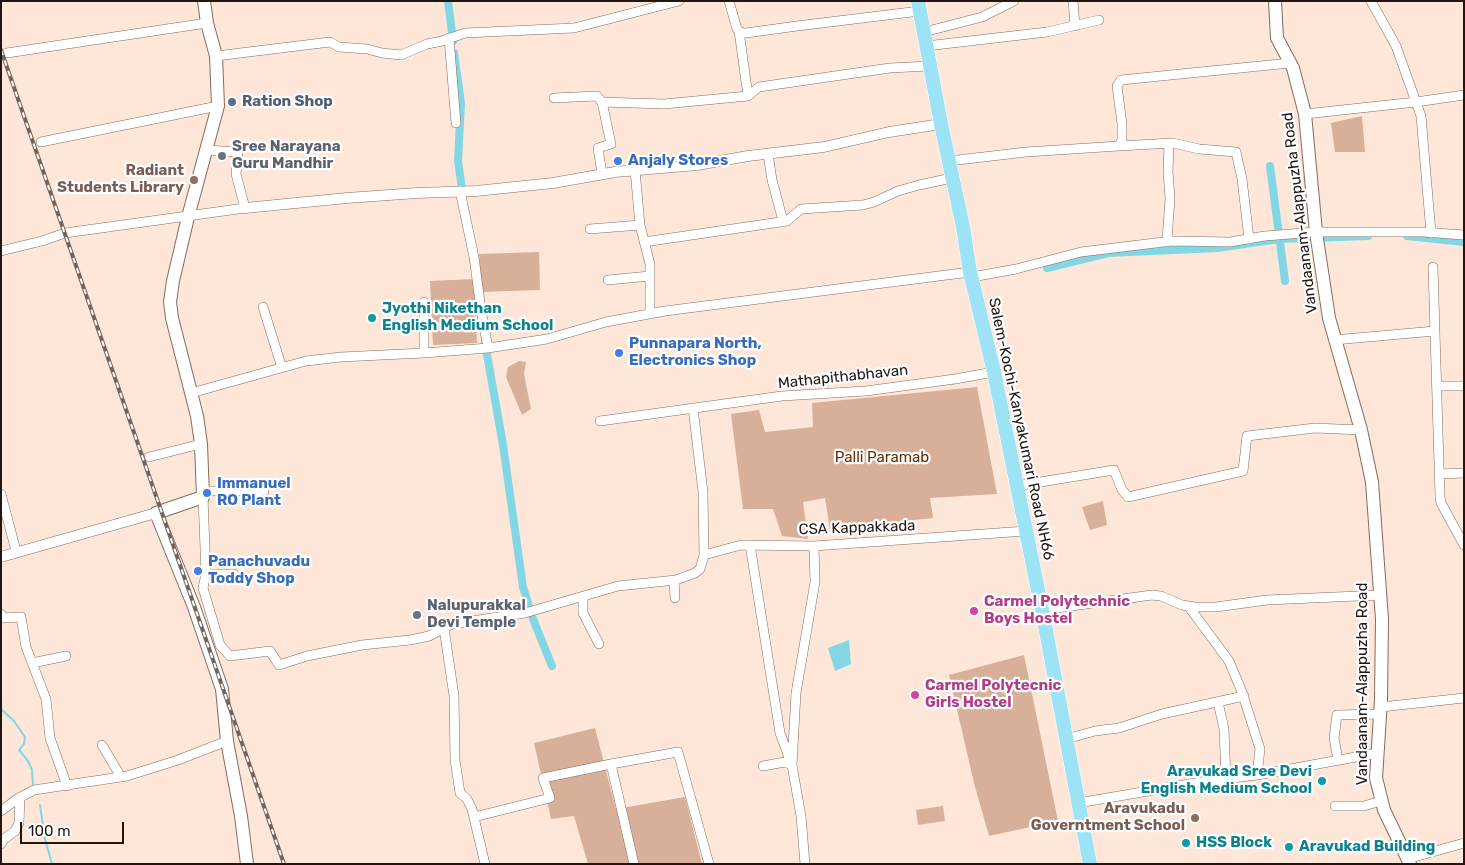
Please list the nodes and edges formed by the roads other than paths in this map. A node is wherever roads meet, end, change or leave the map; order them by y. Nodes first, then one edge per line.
1 (204, 1) edge
2 (679, 1) edge
3 (729, 1) edge
4 (1014, 1) edge
5 (1073, 1) edge
6 (1275, 1) edge
7 (1371, 1) edge
8 (919, 6) edge
9 (1099, 20) dead end
10 (207, 23) junction
11 (1075, 26) junction
12 (739, 31) junction
13 (924, 32) junction
14 (453, 37) junction
15 (926, 46) junction
16 (7, 53) dead end
17 (216, 56) junction
18 (1290, 63) junction
19 (930, 66) junction
20 (1464, 95) edge
21 (748, 96) junction
22 (554, 98) dead end
23 (602, 102) junction
24 (1416, 102) junction
25 (218, 106) junction
26 (1305, 114) junction
27 (456, 122) dead end
28 (941, 124) junction
29 (41, 142) dead end
30 (1169, 143) junction
31 (1119, 146) junction
32 (207, 150) junction
33 (768, 154) junction
34 (948, 161) junction
35 (636, 170) junction
36 (602, 174) junction
37 (952, 178) junction
38 (462, 191) junction
39 (244, 208) junction
40 (188, 217) junction
41 (783, 222) junction
42 (640, 225) junction
43 (590, 229) dead end
44 (1431, 233) junction
45 (1464, 235) edge
46 (1316, 236) junction
47 (1249, 239) junction
48 (1167, 241) junction
49 (644, 242) junction
50 (1, 250) edge
51 (1433, 267) dead end
52 (971, 275) junction
53 (650, 276) junction
54 (608, 280) dead end
55 (424, 302) dead end
56 (263, 307) dead end
57 (650, 314) junction
58 (1435, 331) junction
59 (1334, 340) junction
60 (485, 348) junction
61 (424, 354) junction
62 (282, 368) junction
63 (994, 372) junction
64 (1437, 386) junction
65 (1464, 386) edge
66 (191, 394) junction
67 (694, 408) junction
68 (600, 421) dead end
69 (1361, 430) junction
70 (201, 444) junction
71 (149, 457) dead end
72 (1464, 473) edge
73 (1440, 474) junction
74 (1016, 486) junction
75 (264, 491) dead end
76 (1, 494) edge
77 (203, 494) junction
78 (156, 513) junction
79 (1026, 531) junction
80 (750, 545) junction
81 (1464, 545) edge
82 (814, 546) junction
83 (16, 551) junction
84 (704, 555) junction
85 (1, 557) edge
86 (206, 574) junction
87 (234, 574) dead end
88 (674, 580) junction
89 (1381, 595) junction
90 (582, 597) junction
91 (675, 598) dead end
92 (1189, 607) junction
93 (1042, 610) junction
94 (1, 614) edge
95 (444, 628) junction
96 (599, 644) dead end
97 (66, 656) dead end
98 (32, 663) junction
99 (1244, 696) junction
100 (1464, 698) edge
101 (1218, 702) junction
102 (1381, 711) junction
103 (1066, 739) junction
104 (227, 740) junction
105 (102, 745) dead end
106 (1378, 754) junction
107 (1338, 760) junction
108 (611, 764) junction
109 (792, 765) junction
110 (763, 766) dead end
111 (1257, 775) junction
112 (121, 777) junction
113 (1226, 779) junction
114 (67, 786) junction
115 (20, 797) junction
116 (1381, 801) junction
117 (1078, 803) junction
118 (1335, 806) dead end
119 (1, 811) edge
120 (474, 817) junction
121 (1464, 843) edge
122 (1, 844) edge
123 (1409, 861) edge
124 (247, 864) edge
125 (485, 864) edge
126 (634, 864) edge
127 (709, 864) edge
128 (805, 864) edge
129 (1090, 864) edge

1 - 10 main road
2 - 14 street
3 - 12 street
4 - 13 street
5 - 11 street
6 - 18 main road, Vandaanam-Alappuzha Road
7 - 24 street
8 - 12 street
8 - 13 highway, Salem-Kochi-Kanyakumari Road NH66
9 - 11 street
10 - 16 street
10 - 17 main road
11 - 15 street
12 - 21 street
13 - 15 highway, Salem-Kochi-Kanyakumari Road NH66
14 - 17 street
14 - 27 street
15 - 19 highway, Salem-Kochi-Kanyakumari Road NH66
17 - 25 main road
18 - 26 main road, Vandaanam-Alappuzha Road
18 - 31 street
19 - 21 street
19 - 28 highway, Salem-Kochi-Kanyakumari Road NH66
20 - 24 street
21 - 23 street
22 - 23 street
23 - 36 street
24 - 26 street
24 - 44 street
25 - 29 street
25 - 32 main road
26 - 46 main road, Vandaanam-Alappuzha Road
28 - 33 street
28 - 34 highway, Salem-Kochi-Kanyakumari Road NH66
30 - 31 street
30 - 47 street
30 - 48 street
31 - 34 street
32 - 39 street
32 - 40 main road
33 - 35 street
33 - 41 street
34 - 37 highway, Salem-Kochi-Kanyakumari Road NH66
35 - 36 street
35 - 42 street
36 - 38 street
37 - 41 street
37 - 52 highway, Salem-Kochi-Kanyakumari Road NH66
38 - 39 street
38 - 60 street
39 - 40 street
40 - 50 street
40 - 66 main road
41 - 49 street
42 - 43 street
42 - 49 street
44 - 45 street
44 - 46 street
46 - 47 street
46 - 59 main road, Vandaanam-Alappuzha Road
47 - 48 street
48 - 52 street
49 - 53 street
51 - 58 street
52 - 57 street
52 - 63 highway, Salem-Kochi-Kanyakumari Road NH66
53 - 54 street
53 - 57 street
55 - 61 street
56 - 62 street
57 - 60 street
58 - 59 street
58 - 64 street
59 - 69 main road, Vandaanam-Alappuzha Road
60 - 61 street
61 - 62 street
62 - 66 street
63 - 67 street, Mathapithabhavan
63 - 74 highway, Salem-Kochi-Kanyakumari Road NH66
64 - 65 street
64 - 73 street
66 - 70 main road
67 - 68 street, Mathapithabhavan
67 - 84 street
69 - 74 street
69 - 89 main road, Vandaanam-Alappuzha Road
70 - 71 street
70 - 77 main road
72 - 73 street
73 - 81 street
74 - 79 highway, Salem-Kochi-Kanyakumari Road NH66
75 - 77 street
76 - 83 street
77 - 78 main road
77 - 86 street
78 - 83 street
78 - 104 main road
79 - 82 street, CSA Kappakkada
79 - 93 highway, Salem-Kochi-Kanyakumari Road NH66
80 - 82 street, CSA Kappakkada
80 - 84 street, CSA Kappakkada
80 - 109 street
82 - 109 street
83 - 85 street
84 - 88 street
86 - 87 street
86 - 95 street
88 - 90 street
88 - 91 street
89 - 92 street
89 - 102 main road, Vandaanam-Alappuzha Road
90 - 95 street
90 - 96 street
92 - 93 street
92 - 99 street
93 - 103 highway, Salem-Kochi-Kanyakumari Road NH66
94 - 98 street
95 - 120 street
97 - 98 street
98 - 114 street
99 - 101 street
99 - 111 street
100 - 102 street
101 - 103 street
101 - 113 street
102 - 106 main road, Vandaanam-Alappuzha Road
102 - 107 street
103 - 117 highway, Salem-Kochi-Kanyakumari Road NH66
104 - 112 street
104 - 124 main road
105 - 112 street
106 - 107 street
106 - 116 main road, Vandaanam-Alappuzha Road
107 - 111 street
108 - 120 street
108 - 126 street
108 - 127 street
109 - 110 street
109 - 128 street
111 - 113 street
112 - 114 street
113 - 117 street
114 - 115 street
115 - 119 street
115 - 122 street
116 - 118 street
116 - 123 main road, Vandaanam-Alappuzha Road
117 - 129 highway, Salem-Kochi-Kanyakumari Road NH66
120 - 125 street
121 - 123 street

## How to complete this task
Within the data above, pick out all lines holding the word "Mathapithabhavan".

## Answer section
63 - 67 street, Mathapithabhavan
67 - 68 street, Mathapithabhavan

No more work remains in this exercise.